Aunque todavía no goza de una fuerte expansión en Occidente, la jornada dedicada a los solteros empieza a abrirse hueco entre grandes cadenas que empiezan a sacar ofertas. Solo en China, durante el primer minuto del lunes, Alibaba registró un volumen de transacciones por valor de 906 millones. En España se facturaron 1.500 millones a través de las compras digitales del Black Friday de 2018, que duró más de un día.

Desaceleración económica

Otro de los factores que juegan en contra del Black Friday es la desaceleración económica. “Cuando suenan campanas de recesión, la gente es más prudente”, recuerda Soler. La Asociación de Empresas de Fabricantes y Distribuidores (Aecoc) también ha señalado la contención del gasto como uno de los motivos que pueden provocar que este año el crecimiento de las ventas no sea a doble dígito.  Más optimista es la previsión del portal Cuponation, que en su informe sobre el 'Viernes Negro' pronostica un incremento de la facturación del 10,11%, con un ticket medio que rondará los 155 euros por usuario.

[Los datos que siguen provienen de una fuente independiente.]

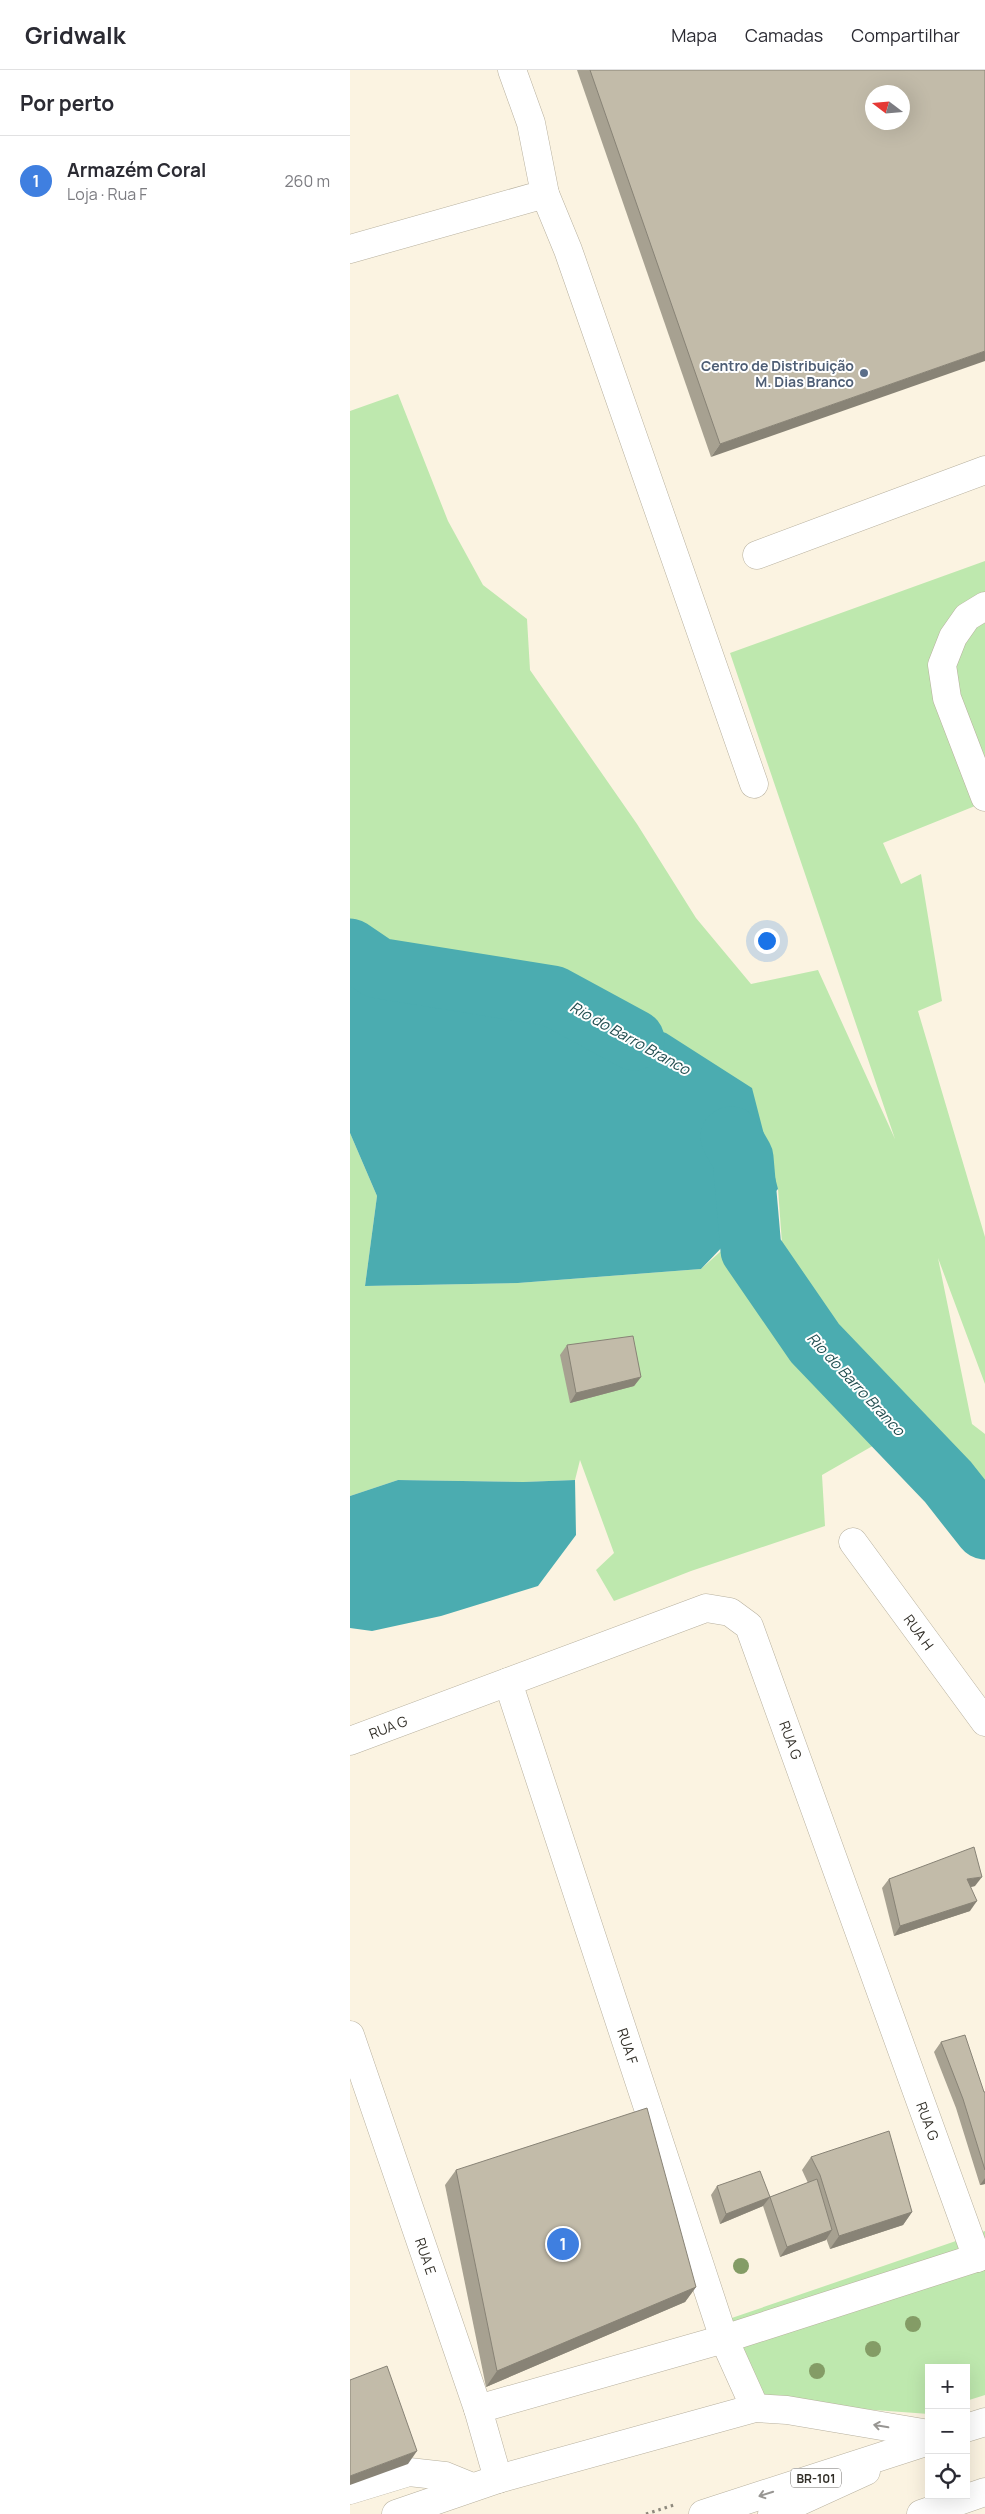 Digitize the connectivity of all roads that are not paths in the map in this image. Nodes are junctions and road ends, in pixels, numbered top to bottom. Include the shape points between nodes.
1 (512, 70) edge
2 (545, 194) junction
3 (350, 249) edge
4 (985, 470) edge
5 (757, 555) dead end
6 (985, 606) edge
7 (754, 784) dead end
8 (985, 797) edge
9 (853, 1542) dead end
10 (508, 1682) junction
11 (985, 1722) edge
12 (350, 1741) edge
13 (350, 2035) edge
14 (981, 2256) edge
15 (724, 2339) junction
16 (755, 2408) junction
17 (478, 2409) junction
18 (985, 2422) edge
19 (970, 2427) edge
20 (925, 2433) edge
21 (925, 2443) edge
22 (925, 2444) edge
23 (498, 2478) junction
24 (472, 2487) junction
25 (350, 2490) edge
26 (985, 2492) edge
27 (396, 2514) edge
28 (704, 2514) edge
29 (772, 2514) edge
30 (921, 2514) edge

1 - 2 main road via 531,123
2 - 3 main road
2 - 7 main road via 568,250
4 - 5 main road
6 - 8 main road via 967,617 953,637 942,665 947,698
9 - 11 main road, RUA H
10 - 12 main road, RUA G
10 - 14 main road, RUA G via 706,1608 730,1612 749,1626
10 - 15 main road, RUA F
13 - 17 main road, RUA E
14 - 15 main road
15 - 16 main road, RUA F
15 - 17 main road
20 -> 16 main road via 787,2410
16 - 23 main road
17 - 23 main road, RUA E
18 - 19 main road
21 -> 28 main road, BR-101
22 - 29 main road
23 - 24 main road
24 - 25 main road via 445,2476 408,2472
24 - 27 main road
26 - 30 main road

Pero si el cliente no es optimista a la hora de comprar, cada vez menos lo es el vendedor. “A las empresas no les supone un gran beneficio aunque les da mucha visibilidad”, destaca Soler, que remarca el carácter publicitario para los comercios, especialmente para las grandes cadenas. Según una encuesta de la asociación catalana del retail Comertia, el 64% de las tiendas se sumarán al Black Friday este año. De estos, el 41% aseguran obtener buenos resultados de ventas según su experiencia de años anteriores, mientras que el 21,4% de los que se suma lo hace alertando de que supone un perjuicio sobre la campaña de Navidad.

El lujo se baja del carro

Uno de los ramos del comercio que se ha bajado del Black Friday es el lujo. “Se trata de una promoción que se alarga en el tiempo por lo que a las tiendas que se basan en el margen de beneficio no les va bien que sea previo a la Navidad”, destaca el presidente de la Asociación de Amigos del Paseo de Gràcia, Lluís Sans, donde se concentran grandes marcas.

Tampoco se puede obviar el papel del clima en las ventas. Las altas temperaturas durante este otoño suponen una merma para las tiendas de moda que, junto a la tecnología, son las más beneficiadas de estas promociones: “Es un factor que las empresas acusan mucho cada año. Lo que les da el beneficio es la ropa de abrigo, por lo que sufren si se les queda en la estantería”, sentencia Soler.